Immunotherapy is gaining popularity in lung cancer treatment. Tumor immune infiltration, and immune checkpoints were all associated with ARNTL2 expression levels in lung adenocarcinoma, indicating ARNTL2 may affect the tumor immune microenvironment of lung adenocarcinoma. For example, ARNTL2 expression was strongly positively correlated with CD8+ T cells but strongly negatively correlated with Natural killer (NK) cells. We also discovered significant differences in the expression of immune checkpoints between patients in the high-ARNTL2 and low-ARNTL2 groups. More research into the relationship between ARNTL2 and immune checkpoints could be beneficial and necessary.

This study had some limitations as well. Although a large cohort of TCGA and GTEx databases was used to develop and validate the role of ARNTL2 in lung adenocarcinoma, but due to the retrospective nature of our study, design selection bias could not be avoided. Furthermore, this study did not conduct additional in-depth experiments to investigate the mechanism of ARNTL2 promoting tumor development and progression in lung adenocarcinoma, which is the direction of our future research.

Conclusion

ARNTL2 is highly expressed in lung adenocarcinoma and was found to be an independent predictor of a poor prognosis in patients with lung adenocarcinoma. Functional experiments showed that ARNTL2 promoted the cell proliferation, migration, and invasion in vitro as well as tumor growth in vivo. Notably, we demonstrated for the first time that ARNTL2 promotes EMT and was linked to ferroptosis and cell sensitivity to cisplatin in lung adenocarcinoma cells.

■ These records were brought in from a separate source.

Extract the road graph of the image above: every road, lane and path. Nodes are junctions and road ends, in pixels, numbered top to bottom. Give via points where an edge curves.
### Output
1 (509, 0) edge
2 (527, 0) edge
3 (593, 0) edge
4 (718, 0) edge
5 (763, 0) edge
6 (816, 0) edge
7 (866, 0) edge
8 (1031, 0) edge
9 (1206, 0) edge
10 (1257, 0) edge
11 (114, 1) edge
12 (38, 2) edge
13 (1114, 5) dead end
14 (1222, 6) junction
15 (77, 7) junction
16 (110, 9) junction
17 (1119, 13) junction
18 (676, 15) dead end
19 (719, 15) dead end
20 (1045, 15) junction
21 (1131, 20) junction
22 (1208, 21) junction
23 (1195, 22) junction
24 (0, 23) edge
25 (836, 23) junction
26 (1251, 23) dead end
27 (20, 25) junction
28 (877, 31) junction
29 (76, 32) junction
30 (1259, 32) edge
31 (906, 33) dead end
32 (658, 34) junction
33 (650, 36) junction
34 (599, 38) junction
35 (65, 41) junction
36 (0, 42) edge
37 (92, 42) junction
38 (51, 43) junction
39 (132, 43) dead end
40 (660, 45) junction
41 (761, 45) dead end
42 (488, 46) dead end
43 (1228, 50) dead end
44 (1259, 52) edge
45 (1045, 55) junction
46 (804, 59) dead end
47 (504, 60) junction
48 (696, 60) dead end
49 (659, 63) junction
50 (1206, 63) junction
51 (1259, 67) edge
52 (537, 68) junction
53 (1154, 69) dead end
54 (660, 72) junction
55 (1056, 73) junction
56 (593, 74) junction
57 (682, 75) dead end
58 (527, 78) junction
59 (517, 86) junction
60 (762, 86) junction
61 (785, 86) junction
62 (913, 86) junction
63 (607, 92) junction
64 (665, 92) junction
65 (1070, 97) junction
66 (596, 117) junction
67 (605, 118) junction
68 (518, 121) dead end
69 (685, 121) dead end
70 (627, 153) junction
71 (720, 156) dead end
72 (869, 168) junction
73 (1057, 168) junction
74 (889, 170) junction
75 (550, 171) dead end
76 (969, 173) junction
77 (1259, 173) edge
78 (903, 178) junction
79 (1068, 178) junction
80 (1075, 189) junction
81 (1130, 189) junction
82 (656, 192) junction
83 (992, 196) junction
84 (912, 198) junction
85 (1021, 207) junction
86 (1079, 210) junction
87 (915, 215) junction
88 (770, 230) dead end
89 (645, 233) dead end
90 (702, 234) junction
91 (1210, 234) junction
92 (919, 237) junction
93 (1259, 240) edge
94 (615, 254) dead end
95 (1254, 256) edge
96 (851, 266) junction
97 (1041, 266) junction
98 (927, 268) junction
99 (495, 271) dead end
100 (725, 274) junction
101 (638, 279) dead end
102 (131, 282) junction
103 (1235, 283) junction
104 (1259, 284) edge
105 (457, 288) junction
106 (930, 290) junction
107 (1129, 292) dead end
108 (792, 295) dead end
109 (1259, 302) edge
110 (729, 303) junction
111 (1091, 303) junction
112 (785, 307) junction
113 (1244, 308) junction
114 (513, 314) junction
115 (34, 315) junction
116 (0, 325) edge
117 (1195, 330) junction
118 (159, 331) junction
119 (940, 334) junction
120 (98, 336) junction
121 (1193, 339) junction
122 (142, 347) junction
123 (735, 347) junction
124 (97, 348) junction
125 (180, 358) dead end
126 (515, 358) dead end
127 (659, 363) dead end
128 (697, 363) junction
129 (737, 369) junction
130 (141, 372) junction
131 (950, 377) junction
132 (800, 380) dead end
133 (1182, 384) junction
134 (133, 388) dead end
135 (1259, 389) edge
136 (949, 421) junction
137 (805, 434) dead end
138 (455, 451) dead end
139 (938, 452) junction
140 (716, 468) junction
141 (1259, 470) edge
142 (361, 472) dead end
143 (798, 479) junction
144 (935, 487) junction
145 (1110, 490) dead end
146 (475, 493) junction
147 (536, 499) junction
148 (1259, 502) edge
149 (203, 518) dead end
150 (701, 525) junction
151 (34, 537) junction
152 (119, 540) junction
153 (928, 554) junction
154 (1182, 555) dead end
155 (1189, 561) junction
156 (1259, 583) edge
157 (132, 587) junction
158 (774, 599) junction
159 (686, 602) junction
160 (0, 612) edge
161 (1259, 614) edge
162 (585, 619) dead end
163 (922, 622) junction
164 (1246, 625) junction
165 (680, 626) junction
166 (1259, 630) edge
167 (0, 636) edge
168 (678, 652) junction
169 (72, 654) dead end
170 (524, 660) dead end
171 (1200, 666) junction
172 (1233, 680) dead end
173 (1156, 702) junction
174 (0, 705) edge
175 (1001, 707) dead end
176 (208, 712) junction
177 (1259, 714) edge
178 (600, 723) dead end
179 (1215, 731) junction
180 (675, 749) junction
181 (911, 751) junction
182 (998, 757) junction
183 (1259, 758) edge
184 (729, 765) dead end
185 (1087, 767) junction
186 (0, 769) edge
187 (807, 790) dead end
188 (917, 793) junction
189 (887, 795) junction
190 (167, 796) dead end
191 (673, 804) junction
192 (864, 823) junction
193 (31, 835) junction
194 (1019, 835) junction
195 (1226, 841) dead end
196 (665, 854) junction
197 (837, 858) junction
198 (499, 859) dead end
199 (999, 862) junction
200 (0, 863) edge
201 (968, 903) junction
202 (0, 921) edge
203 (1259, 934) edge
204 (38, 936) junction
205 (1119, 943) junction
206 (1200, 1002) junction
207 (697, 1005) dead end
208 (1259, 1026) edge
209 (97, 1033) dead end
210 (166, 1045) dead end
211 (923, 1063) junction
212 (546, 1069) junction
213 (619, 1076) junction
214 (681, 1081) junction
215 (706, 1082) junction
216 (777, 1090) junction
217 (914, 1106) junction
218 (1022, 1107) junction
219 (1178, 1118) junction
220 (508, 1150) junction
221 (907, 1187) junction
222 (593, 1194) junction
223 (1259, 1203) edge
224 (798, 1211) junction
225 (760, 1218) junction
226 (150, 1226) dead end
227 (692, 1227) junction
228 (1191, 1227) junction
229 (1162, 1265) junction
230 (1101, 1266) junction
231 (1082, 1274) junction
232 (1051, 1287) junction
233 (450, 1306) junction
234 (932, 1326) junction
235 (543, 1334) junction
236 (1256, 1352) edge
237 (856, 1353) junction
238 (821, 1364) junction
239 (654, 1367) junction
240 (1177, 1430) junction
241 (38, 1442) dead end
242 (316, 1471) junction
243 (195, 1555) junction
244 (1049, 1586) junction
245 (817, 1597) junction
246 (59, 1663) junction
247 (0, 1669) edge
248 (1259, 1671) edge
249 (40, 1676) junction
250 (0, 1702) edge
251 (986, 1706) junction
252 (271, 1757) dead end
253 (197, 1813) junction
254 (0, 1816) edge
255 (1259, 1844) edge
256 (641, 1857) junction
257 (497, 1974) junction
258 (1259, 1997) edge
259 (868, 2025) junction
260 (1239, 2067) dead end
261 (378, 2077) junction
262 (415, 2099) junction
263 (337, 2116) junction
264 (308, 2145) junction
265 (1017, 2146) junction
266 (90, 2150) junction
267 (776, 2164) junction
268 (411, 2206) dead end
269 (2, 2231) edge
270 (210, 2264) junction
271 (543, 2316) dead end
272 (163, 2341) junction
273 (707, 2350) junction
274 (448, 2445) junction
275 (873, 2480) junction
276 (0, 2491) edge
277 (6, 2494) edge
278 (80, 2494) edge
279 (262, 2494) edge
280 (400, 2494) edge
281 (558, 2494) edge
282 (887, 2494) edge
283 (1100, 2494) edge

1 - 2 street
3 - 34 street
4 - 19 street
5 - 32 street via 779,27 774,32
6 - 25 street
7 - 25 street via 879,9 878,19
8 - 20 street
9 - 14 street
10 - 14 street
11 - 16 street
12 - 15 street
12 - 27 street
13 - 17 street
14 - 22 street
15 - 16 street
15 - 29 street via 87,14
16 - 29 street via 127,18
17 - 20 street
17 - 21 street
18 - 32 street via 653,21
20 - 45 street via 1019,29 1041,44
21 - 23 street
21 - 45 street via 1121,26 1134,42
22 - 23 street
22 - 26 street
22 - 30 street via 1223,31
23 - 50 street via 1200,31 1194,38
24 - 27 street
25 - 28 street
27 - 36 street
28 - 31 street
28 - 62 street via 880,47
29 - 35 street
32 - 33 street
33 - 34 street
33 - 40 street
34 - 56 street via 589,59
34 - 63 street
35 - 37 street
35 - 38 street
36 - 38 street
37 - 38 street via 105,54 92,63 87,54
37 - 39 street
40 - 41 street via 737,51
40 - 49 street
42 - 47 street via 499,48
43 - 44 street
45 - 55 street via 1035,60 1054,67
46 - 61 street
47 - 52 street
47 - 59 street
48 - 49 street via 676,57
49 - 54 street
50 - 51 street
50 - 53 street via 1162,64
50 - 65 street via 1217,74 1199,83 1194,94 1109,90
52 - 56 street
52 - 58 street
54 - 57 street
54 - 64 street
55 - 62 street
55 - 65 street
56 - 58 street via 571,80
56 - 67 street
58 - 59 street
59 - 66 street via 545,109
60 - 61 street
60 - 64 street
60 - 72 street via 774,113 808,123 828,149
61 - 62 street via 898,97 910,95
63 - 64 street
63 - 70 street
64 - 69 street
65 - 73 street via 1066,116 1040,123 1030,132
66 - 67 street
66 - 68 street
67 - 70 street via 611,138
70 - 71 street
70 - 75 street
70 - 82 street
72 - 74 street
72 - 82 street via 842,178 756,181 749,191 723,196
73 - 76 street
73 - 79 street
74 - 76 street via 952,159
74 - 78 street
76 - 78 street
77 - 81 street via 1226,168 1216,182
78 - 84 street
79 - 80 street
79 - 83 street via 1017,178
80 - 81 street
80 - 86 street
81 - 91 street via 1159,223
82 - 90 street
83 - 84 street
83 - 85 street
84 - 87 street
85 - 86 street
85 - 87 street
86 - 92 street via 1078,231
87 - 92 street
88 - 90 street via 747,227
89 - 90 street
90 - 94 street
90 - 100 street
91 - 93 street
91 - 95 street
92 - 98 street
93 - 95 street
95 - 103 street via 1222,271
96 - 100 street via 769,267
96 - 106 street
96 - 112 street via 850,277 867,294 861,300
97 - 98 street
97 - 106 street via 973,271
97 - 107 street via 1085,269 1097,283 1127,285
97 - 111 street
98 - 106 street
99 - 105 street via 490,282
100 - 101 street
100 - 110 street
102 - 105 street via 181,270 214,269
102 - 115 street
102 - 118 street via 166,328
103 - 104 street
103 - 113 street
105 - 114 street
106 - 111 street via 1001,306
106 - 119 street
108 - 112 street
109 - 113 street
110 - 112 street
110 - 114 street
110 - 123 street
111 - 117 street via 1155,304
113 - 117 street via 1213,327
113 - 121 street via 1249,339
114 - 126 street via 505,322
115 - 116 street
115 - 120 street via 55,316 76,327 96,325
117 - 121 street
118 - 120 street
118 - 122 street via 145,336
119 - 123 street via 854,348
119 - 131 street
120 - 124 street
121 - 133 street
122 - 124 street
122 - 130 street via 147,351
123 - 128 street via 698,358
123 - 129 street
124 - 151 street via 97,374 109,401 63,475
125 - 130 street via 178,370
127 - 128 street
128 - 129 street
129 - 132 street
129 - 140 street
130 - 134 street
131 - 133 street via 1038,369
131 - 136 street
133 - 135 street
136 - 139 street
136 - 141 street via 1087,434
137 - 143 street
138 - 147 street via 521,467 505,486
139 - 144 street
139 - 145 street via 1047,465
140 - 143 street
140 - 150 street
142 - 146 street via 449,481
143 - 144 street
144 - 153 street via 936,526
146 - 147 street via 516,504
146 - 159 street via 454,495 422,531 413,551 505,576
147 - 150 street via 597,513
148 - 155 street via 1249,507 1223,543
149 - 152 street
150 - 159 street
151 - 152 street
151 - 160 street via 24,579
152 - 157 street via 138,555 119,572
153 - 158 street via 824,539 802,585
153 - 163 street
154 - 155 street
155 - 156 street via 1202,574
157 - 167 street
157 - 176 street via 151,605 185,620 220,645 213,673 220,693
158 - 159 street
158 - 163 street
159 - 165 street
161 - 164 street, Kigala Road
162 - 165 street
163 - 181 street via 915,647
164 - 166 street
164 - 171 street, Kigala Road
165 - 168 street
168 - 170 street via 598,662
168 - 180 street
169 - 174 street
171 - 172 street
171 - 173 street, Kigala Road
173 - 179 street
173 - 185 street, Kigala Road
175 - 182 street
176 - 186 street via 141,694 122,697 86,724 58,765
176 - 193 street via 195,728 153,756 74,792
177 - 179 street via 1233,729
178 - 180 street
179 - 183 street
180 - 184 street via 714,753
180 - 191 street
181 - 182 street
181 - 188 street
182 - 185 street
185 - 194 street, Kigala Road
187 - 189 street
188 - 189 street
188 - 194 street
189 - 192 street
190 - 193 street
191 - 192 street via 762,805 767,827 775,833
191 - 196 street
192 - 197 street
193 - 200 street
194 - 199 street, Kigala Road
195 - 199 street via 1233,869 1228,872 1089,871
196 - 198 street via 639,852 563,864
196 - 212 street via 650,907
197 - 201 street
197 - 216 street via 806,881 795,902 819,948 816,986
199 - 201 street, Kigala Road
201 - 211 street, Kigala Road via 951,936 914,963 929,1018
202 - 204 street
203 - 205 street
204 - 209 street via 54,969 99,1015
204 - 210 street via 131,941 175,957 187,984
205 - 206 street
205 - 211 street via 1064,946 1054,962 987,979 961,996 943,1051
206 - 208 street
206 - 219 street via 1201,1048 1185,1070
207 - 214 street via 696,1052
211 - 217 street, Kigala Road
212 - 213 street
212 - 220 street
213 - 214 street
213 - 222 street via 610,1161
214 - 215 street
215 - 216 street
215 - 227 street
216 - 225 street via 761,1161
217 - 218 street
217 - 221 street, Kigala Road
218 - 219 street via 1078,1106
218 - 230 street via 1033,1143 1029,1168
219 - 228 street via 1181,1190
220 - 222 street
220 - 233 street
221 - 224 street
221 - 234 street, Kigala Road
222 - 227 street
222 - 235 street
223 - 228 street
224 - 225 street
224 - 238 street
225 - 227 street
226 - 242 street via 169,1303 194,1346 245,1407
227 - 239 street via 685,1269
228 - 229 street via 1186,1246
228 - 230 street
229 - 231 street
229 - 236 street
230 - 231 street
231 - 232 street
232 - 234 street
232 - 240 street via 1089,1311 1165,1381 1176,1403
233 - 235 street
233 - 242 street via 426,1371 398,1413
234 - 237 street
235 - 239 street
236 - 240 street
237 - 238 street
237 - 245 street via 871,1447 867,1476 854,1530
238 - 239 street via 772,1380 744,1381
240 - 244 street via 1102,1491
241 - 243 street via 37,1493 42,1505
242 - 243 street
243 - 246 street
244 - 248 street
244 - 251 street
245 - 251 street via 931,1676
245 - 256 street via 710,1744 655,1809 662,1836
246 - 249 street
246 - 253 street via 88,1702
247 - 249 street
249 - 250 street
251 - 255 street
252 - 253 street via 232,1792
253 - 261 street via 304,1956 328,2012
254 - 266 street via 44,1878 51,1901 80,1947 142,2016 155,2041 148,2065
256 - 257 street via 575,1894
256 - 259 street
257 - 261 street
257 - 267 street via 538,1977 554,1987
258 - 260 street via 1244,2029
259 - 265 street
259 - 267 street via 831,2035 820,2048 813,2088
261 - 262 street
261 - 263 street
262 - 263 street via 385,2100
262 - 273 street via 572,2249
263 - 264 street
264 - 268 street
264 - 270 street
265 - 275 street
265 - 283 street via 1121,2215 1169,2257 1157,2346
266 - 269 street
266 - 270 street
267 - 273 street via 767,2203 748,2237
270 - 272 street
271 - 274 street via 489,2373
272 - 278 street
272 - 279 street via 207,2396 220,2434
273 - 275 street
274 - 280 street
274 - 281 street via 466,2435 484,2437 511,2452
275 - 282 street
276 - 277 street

Formatting of funding sources

This work was supported by the Shanghai Medical Innovation Research Project (Grant No. 20Y11908200), and Research Foundation of Shanghai Municipal Health Commission (20204Y0228).

Ethics approval and consent to participate

All methods were carried out in accordance with relevant guidelines and regulations. All participants signed informed consent according to the ethical requirements in the Declaration of Helsinki. Ethics approved by the ethical committees of Zhongshan Hospital (B2018–137R and Y2020–529).

Consent for publication

Not applicable.

Availability of data and materials

The datasets used and analyzed during the current study are available from the corresponding author on reasonable request.

Disclosures

The authors declare that there is no conflict of interest.

CRediT authorship contribution statement

Huan Zhang: Methodology, Validation, Writing – original draft. Guangyao Shan: Visualization, Writing – review & editing, Validation. Xing Jin: Methodology, Software. Xiangyang Yu: Validation. GuoShu Bi: Methodology, Visualization. Mingxiang Feng: Visualization. Hao Wang: Visualization, Writing – review & editing. Miao Lin: Supervision. Cheng Zhan: Methodology, Visualization. Qun Wang: Data curation, Funding acquisition. Ming Li: Conceptualization, Methodology, Writing – review & editing, Resources.

Declaration of Competing Interest

There are no conflicts of interest to declare.